At this point the blocks advance and are gently pressed twice against the colour pads (or sieves) which then retreat once more towards the colour troughs. During this last movement the cloth to be printed is drawn forward over the first table, and, immediately the colour pads are sufficiently out of the way, the block advances and, with some force, stamps the first impression on it. The second block is now put into gear and the foregoing operations are repeated for both blocks, the cloth advancing, after each impression, a distance exactly equal to the width of the blocks. After the second block has made its impression the third comes into play in precisely the same way, so that as the cloth leaves the machines it's fully printed in three separate colours, each fitting into its proper place and completing the pattern. If necessary the forward movement of the cloth can be arrested without in any way interfering with the motion of the block, an arrangement which allows any insufficiently printed impression to be repeated in exactly the same place with a precision practically impossible in hand printing.

==Advantages==
For certain classes of work the perrotine possesses great advantages over the hand-block; for not only is the rate of production greatly increased, but the joining up of the various impressions to each other is much more exacting; in fact, as a rule, no sign of a break in continuity of line can be noticed in well-executed work.

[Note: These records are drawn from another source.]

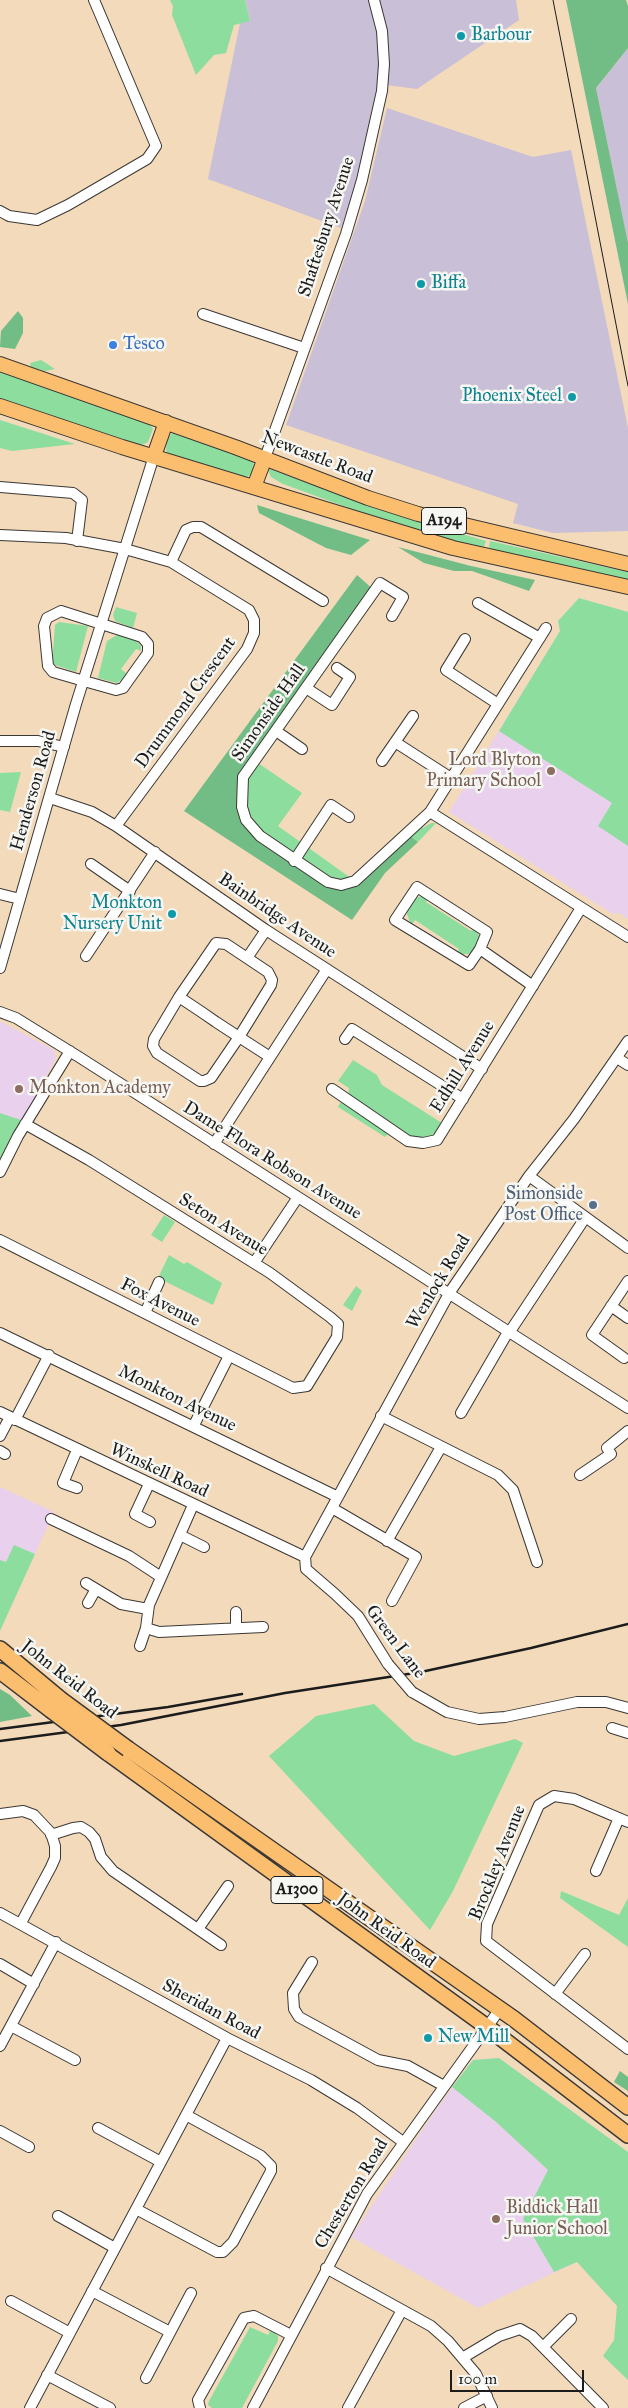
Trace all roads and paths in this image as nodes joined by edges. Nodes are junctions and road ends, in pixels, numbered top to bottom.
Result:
1 (94, 0) edge
2 (374, 0) edge
3 (0, 211) edge
4 (203, 314) dead end
5 (304, 348) junction
6 (0, 364) edge
7 (0, 406) edge
8 (166, 422) junction
9 (154, 456) junction
10 (265, 458) junction
11 (0, 486) edge
12 (254, 487) junction
13 (0, 536) edge
14 (77, 541) junction
15 (125, 549) junction
16 (171, 562) junction
17 (628, 564) edge
18 (628, 587) edge
19 (323, 601) dead end
20 (478, 602) dead end
21 (392, 616) dead end
22 (102, 623) junction
23 (546, 628) dead end
24 (540, 638) junction
25 (465, 639) dead end
26 (337, 668) dead end
27 (84, 681) junction
28 (306, 688) junction
29 (498, 704) junction
30 (413, 716) dead end
31 (276, 731) junction
32 (0, 741) edge
33 (395, 742) junction
34 (64, 747) junction
35 (302, 748) dead end
36 (382, 762) dead end
37 (451, 778) junction
38 (50, 798) junction
39 (430, 812) junction
40 (349, 817) dead end
41 (116, 826) junction
42 (155, 852) junction
43 (294, 861) junction
44 (91, 864) dead end
45 (130, 891) junction
46 (0, 894) edge
47 (20, 899) junction
48 (581, 908) junction
49 (266, 930) junction
50 (628, 937) edge
51 (480, 949) junction
52 (86, 956) dead end
53 (247, 958) junction
54 (0, 968) edge
55 (327, 969) junction
56 (533, 986) junction
57 (179, 998) junction
58 (0, 1012) edge
59 (238, 1037) junction
60 (345, 1039) dead end
61 (628, 1041) edge
62 (70, 1051) junction
63 (270, 1057) junction
64 (617, 1058) junction
65 (628, 1065) edge
66 (482, 1069) junction
67 (332, 1089) dead end
68 (463, 1099) junction
69 (25, 1124) junction
70 (214, 1144) junction
71 (0, 1172) edge
72 (529, 1176) junction
73 (298, 1197) junction
74 (584, 1218) junction
75 (0, 1240) edge
76 (628, 1248) edge
77 (254, 1263) junction
78 (628, 1281) edge
79 (160, 1282) dead end
80 (450, 1292) junction
81 (611, 1306) junction
82 (145, 1313) junction
83 (628, 1318) edge
84 (509, 1332) junction
85 (0, 1333) edge
86 (49, 1355) junction
87 (230, 1356) junction
88 (624, 1358) dead end
89 (307, 1386) joint
90 (628, 1408) edge
91 (0, 1412) edge
92 (461, 1413) dead end
93 (380, 1416) junction
94 (13, 1418) junction
95 (194, 1425) junction
96 (628, 1430) edge
97 (0, 1436) edge
98 (442, 1447) junction
99 (77, 1450) junction
100 (580, 1475) dead end
101 (149, 1484) junction
102 (78, 1488) dead end
103 (338, 1496) junction
104 (193, 1505) junction
105 (332, 1508) junction
106 (51, 1519) dead end
107 (150, 1522) dead end
108 (180, 1535) junction
109 (387, 1541) junction
110 (204, 1547) dead end
111 (305, 1557) junction
112 (536, 1562) dead end
113 (161, 1578) junction
114 (86, 1582) dead end
115 (96, 1589) junction
116 (392, 1601) dead end
117 (88, 1603) dead end
118 (148, 1609) junction
119 (236, 1612) dead end
120 (263, 1627) dead end
121 (146, 1628) junction
122 (236, 1628) junction
123 (140, 1646) dead end
124 (0, 1649) edge
125 (0, 1671) edge
126 (55, 1704) junction
127 (628, 1708) edge
128 (612, 1728) dead end
129 (628, 1733) edge
130 (0, 1814) edge
131 (624, 1820) edge
132 (51, 1835) junction
133 (596, 1871) dead end
134 (228, 1886) dead end
135 (0, 1913) edge
136 (21, 1923) junction
137 (198, 1929) junction
138 (56, 1942) junction
139 (221, 1945) dead end
140 (585, 1954) dead end
141 (312, 1962) dead end
142 (0, 1964) edge
143 (34, 1984) junction
144 (555, 1994) junction
145 (500, 2010) junction
146 (11, 2026) junction
147 (487, 2028) junction
148 (227, 2038) junction
149 (0, 2046) edge
150 (628, 2049) edge
151 (75, 2060) dead end
152 (444, 2086) junction
153 (628, 2107) edge
154 (186, 2115) junction
155 (98, 2128) dead end
156 (0, 2131) edge
157 (628, 2134) edge
158 (403, 2142) junction
159 (29, 2147) dead end
160 (161, 2162) junction
161 (136, 2209) junction
162 (58, 2216) dead end
163 (115, 2248) junction
164 (326, 2268) junction
165 (92, 2291) junction
166 (191, 2292) dead end
167 (11, 2301) dead end
168 (402, 2310) junction
169 (571, 2319) dead end
170 (170, 2332) junction
171 (70, 2333) junction
172 (291, 2335) junction
173 (543, 2347) junction
174 (464, 2357) junction
175 (47, 2375) junction
176 (146, 2378) dead end
177 (487, 2396) junction
178 (30, 2408) edge
179 (110, 2408) edge
180 (200, 2408) edge
181 (253, 2408) edge
182 (348, 2408) edge
183 (464, 2408) edge
184 (492, 2408) edge
185 (603, 2408) edge

1 - 3 street
2 - 5 street, Shaftesbury Avenue
4 - 5 street
5 - 10 street, Shaftesbury Avenue
6 - 8 main road, Newcastle Road / A194
7 - 9 main road, A194
8 - 9 main road
8 - 10 main road, Newcastle Road / A194
9 - 12 main road, A194
9 - 15 street, Henderson Road
10 - 12 main road
10 - 17 main road, Newcastle Road / A194
11 - 14 street
12 - 18 main road, A194
13 - 14 street, Drummond Crescent
14 - 15 street, Drummond Crescent
15 - 16 street, Drummond Crescent
15 - 22 street, Henderson Road
16 - 19 street
16 - 41 street, Drummond Crescent
20 - 24 street
21 - 28 street, Simonside Hall
22 - 27 street, Henderson Road
22 - 27 street
22 - 27 street
23 - 24 street, Simonside Hall
24 - 29 street, Simonside Hall
25 - 29 street
26 - 28 street
27 - 34 street, Henderson Road
28 - 31 street, Simonside Hall
29 - 37 street, Simonside Hall
30 - 33 street
31 - 35 street
31 - 43 street, Simonside Hall
32 - 34 street
33 - 36 street
33 - 37 street
34 - 38 street, Henderson Road
37 - 39 street, Simonside Hall
38 - 41 street, Bainbridge Avenue
38 - 47 street, Henderson Road
39 - 43 street, Simonside Hall
39 - 48 street
40 - 43 street
41 - 42 street, Bainbridge Avenue
42 - 45 street
42 - 49 street, Bainbridge Avenue
44 - 45 street
45 - 52 street
46 - 47 street
47 - 54 street, Henderson Road
48 - 50 street
48 - 56 street, Edhill Avenue
49 - 53 street
49 - 55 street, Bainbridge Avenue
51 - 51 street
51 - 56 street
53 - 57 street
53 - 59 street
55 - 63 street
55 - 66 street, Bainbridge Avenue
56 - 66 street, Edhill Avenue
57 - 59 street
57 - 59 street
58 - 62 street, Dame Flora Robson Avenue
59 - 63 street
60 - 68 street
61 - 64 street, Wenlock Road
62 - 69 street
62 - 70 street, Dame Flora Robson Avenue
63 - 70 street
64 - 65 street
64 - 72 street, Wenlock Road
66 - 68 street, Edhill Avenue
67 - 68 street, Edhill Avenue
69 - 71 street
69 - 77 street, Seton Avenue
70 - 73 street, Dame Flora Robson Avenue
72 - 74 street
72 - 80 street, Wenlock Road
73 - 77 street
73 - 80 street, Dame Flora Robson Avenue
74 - 76 street
74 - 84 street
75 - 82 street, Fox Avenue
77 - 89 street, Seton Avenue
78 - 81 street
79 - 82 street
80 - 84 street, Dame Flora Robson Avenue
80 - 93 street, Wenlock Road
81 - 83 street
81 - 88 street
82 - 87 street, Fox Avenue
84 - 90 street, Dame Flora Robson Avenue
84 - 92 street
85 - 86 street, Monkton Avenue
86 - 94 street
86 - 95 street, Monkton Avenue
87 - 89 street, Fox Avenue
87 - 95 street
91 - 94 street, Winskell Road
93 - 98 street
93 - 103 street, Wenlock Road
94 - 97 street
94 - 99 street, Winskell Road
95 - 103 street, Monkton Avenue
96 - 100 street
98 - 109 street
98 - 112 street
99 - 101 street, Winskell Road
99 - 102 street
101 - 104 street, Winskell Road
101 - 107 street
103 - 105 street, Wenlock Road
104 - 108 street
104 - 111 street, Winskell Road
105 - 109 street
105 - 111 street, Wenlock Road
106 - 113 street
108 - 110 street
108 - 113 street
109 - 116 street
111 - 127 street, Green Lane, bridge
113 - 118 street
114 - 115 street
115 - 117 street
115 - 118 street
118 - 121 street
119 - 122 street
120 - 122 street
121 - 122 street
121 - 123 street
124 - 126 highway, John Reid Road / A1300
125 - 126 highway, John Reid Road / A1300
126 - 145 highway, John Reid Road / A1300, bridge
126 - 147 highway, John Reid Road / A1300, bridge
128 - 129 street
130 - 132 street
131 - 133 street
131 - 144 street, Brockley Avenue
132 - 136 street
132 - 137 street
134 - 137 street
135 - 136 street, Sheridan Road
136 - 138 street, Sheridan Road
137 - 139 street
138 - 143 street
138 - 148 street, Sheridan Road
140 - 144 street
141 - 152 street
142 - 143 street
143 - 146 street
144 - 150 street, Brockley Avenue
145 - 147 street, Chesterton Road
145 - 153 highway, John Reid Road / A1300
146 - 149 street
146 - 151 street
147 - 152 street, Chesterton Road
147 - 157 highway, John Reid Road / A1300
148 - 154 street
148 - 158 street, Sheridan Road
152 - 158 street, Chesterton Road
154 - 160 street
154 - 161 street
155 - 160 street
156 - 159 street
158 - 164 street, Chesterton Road
160 - 161 street
161 - 163 street
162 - 163 street
163 - 165 street
164 - 168 street
164 - 172 street, Chesterton Road
165 - 170 street
165 - 171 street
166 - 170 street
167 - 171 street
168 - 174 street
168 - 182 street
169 - 173 street
170 - 176 street
171 - 175 street
172 - 180 street
172 - 181 street, Chesterton Road
173 - 174 street
173 - 185 street
174 - 177 street
175 - 178 street
175 - 179 street
177 - 183 street
177 - 184 street

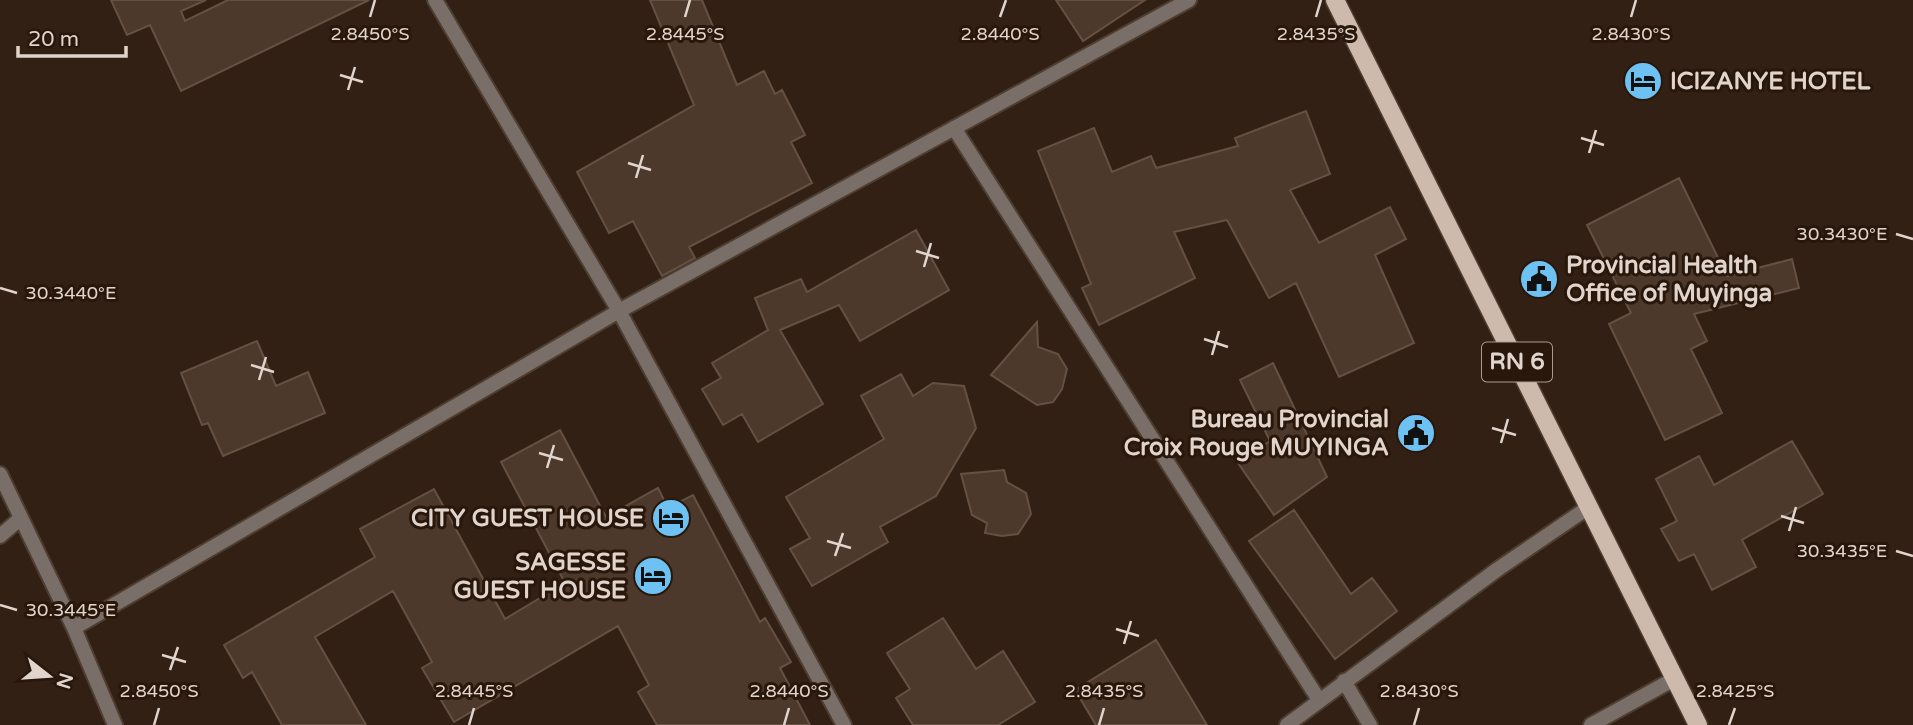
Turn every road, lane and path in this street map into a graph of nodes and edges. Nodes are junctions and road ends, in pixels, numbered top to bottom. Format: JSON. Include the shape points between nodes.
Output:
{"nodes":[{"id":1,"x":435,"y":0,"type":"edge"},
{"id":2,"x":1189,"y":0,"type":"edge"},
{"id":3,"x":1335,"y":0,"type":"edge"},
{"id":4,"x":954,"y":128,"type":"junction"},
{"id":5,"x":619,"y":311,"type":"junction"},
{"id":6,"x":0,"y":474,"type":"edge"},
{"id":7,"x":1589,"y":507,"type":"junction"},
{"id":8,"x":21,"y":518,"type":"junction"},
{"id":9,"x":0,"y":536,"type":"edge"},
{"id":10,"x":74,"y":628,"type":"junction"},
{"id":11,"x":1676,"y":678,"type":"junction"},
{"id":12,"x":1344,"y":681,"type":"junction"},
{"id":13,"x":1319,"y":700,"type":"junction"},
{"id":14,"x":115,"y":725,"type":"edge"},
{"id":15,"x":844,"y":725,"type":"edge"},
{"id":16,"x":1287,"y":725,"type":"edge"},
{"id":17,"x":1370,"y":725,"type":"edge"},
{"id":18,"x":1591,"y":725,"type":"edge"},
{"id":19,"x":1698,"y":725,"type":"edge"}],
"edges":[{"from":1,"to":5,"type":"street"},
{"from":2,"to":4,"type":"street"},
{"from":3,"to":7,"type":"main road","number":"RN 6"},
{"from":4,"to":5,"type":"street"},
{"from":4,"to":13,"type":"street"},
{"from":5,"to":10,"type":"street"},
{"from":5,"to":15,"type":"street"},
{"from":6,"to":8,"type":"street"},
{"from":7,"to":11,"type":"main road","number":"RN 6"},
{"from":7,"to":12,"type":"street"},
{"from":8,"to":9,"type":"street"},
{"from":8,"to":10,"type":"street"},
{"from":10,"to":14,"type":"street"},
{"from":11,"to":18,"type":"street"},
{"from":11,"to":19,"type":"main road","number":"RN 6"},
{"from":12,"to":13,"type":"street"},
{"from":12,"to":17,"type":"street"},
{"from":13,"to":16,"type":"street"}]}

On the other hand, however, the perrotine can only be applied to the production of patterns containing not more than three colours nor exceeding five inches in vertical repeat, whereas hand block printing can cope with patterns of almost any scale and continuing any number of colours. All things considered, therefore, the two processes cannot be compared on the same basis: the perrotine is best for work of a utilitarian character and the hand-block for decorative work in which the design only repeats every 15 to 20 in. and contains colours varying in number from one to a dozen.